- Study material
=======
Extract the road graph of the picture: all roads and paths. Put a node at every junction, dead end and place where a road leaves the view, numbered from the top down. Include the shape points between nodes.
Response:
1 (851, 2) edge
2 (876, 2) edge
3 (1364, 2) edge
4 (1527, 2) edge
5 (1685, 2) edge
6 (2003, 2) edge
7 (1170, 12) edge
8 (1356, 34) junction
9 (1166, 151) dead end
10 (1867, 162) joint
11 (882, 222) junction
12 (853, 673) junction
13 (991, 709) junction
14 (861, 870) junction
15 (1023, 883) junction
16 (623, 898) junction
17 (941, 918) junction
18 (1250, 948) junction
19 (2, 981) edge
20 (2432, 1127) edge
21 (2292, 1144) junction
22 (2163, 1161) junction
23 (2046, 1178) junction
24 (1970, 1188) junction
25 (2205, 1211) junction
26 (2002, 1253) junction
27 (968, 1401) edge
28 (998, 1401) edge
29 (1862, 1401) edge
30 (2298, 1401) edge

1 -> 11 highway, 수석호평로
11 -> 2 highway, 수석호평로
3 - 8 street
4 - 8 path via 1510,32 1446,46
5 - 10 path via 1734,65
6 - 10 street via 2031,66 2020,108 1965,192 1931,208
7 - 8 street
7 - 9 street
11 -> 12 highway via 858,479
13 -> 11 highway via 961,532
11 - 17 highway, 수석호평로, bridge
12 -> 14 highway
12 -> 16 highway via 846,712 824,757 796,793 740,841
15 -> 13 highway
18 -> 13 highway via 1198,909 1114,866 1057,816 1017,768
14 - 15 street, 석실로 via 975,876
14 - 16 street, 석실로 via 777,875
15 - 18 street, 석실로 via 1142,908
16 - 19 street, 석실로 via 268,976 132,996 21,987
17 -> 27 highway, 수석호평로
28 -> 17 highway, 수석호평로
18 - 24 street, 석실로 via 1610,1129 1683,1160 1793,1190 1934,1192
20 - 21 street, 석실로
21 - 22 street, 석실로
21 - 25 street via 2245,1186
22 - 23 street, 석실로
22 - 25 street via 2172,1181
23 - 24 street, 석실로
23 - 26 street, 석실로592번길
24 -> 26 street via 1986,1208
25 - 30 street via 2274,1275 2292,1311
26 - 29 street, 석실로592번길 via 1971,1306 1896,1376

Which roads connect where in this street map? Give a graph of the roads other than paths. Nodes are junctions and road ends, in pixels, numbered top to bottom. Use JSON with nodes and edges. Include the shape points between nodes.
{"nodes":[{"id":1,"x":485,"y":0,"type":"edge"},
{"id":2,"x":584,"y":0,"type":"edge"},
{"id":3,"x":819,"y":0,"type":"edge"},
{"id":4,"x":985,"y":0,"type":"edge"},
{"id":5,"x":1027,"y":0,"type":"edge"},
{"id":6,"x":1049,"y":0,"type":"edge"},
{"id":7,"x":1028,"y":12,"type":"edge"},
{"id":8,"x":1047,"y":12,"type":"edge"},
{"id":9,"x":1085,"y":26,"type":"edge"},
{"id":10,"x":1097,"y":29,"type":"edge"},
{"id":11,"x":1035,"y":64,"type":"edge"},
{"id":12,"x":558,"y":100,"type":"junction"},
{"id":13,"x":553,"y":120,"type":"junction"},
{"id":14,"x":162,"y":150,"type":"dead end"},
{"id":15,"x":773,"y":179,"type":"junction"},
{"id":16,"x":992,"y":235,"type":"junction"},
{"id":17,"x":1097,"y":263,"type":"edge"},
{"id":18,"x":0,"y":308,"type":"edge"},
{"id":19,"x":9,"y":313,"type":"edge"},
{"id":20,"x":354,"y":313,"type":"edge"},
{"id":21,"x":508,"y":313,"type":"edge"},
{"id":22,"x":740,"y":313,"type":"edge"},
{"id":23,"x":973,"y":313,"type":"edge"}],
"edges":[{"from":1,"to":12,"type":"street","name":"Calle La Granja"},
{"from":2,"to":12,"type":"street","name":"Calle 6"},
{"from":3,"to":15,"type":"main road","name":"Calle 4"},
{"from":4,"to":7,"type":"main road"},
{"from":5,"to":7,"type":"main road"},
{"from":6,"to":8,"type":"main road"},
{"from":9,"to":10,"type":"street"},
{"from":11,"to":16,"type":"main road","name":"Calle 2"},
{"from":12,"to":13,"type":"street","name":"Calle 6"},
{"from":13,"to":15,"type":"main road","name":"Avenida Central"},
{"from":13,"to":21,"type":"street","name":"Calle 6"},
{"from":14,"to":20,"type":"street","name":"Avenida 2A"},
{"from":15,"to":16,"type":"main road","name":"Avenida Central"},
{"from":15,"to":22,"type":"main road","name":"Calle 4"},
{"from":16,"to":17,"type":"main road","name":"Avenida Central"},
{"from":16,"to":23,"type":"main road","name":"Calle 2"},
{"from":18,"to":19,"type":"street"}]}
=======
- Work required
Show every line above where "nodes" is found.

- Answer to the problem
Extract the road graph of the picture: all roads and paths. Put a node at every junction, dead end and place where a road leaves the view, numbered from the top down. Include the shape points between nodes.
Which roads connect where in this street map? Give a graph of the roads other than paths. Nodes are junctions and road ends, in pixels, numbered top to bottom. Use JSON with nodes and edges. Include the shape points between nodes.
{"nodes":[{"id":1,"x":485,"y":0,"type":"edge"},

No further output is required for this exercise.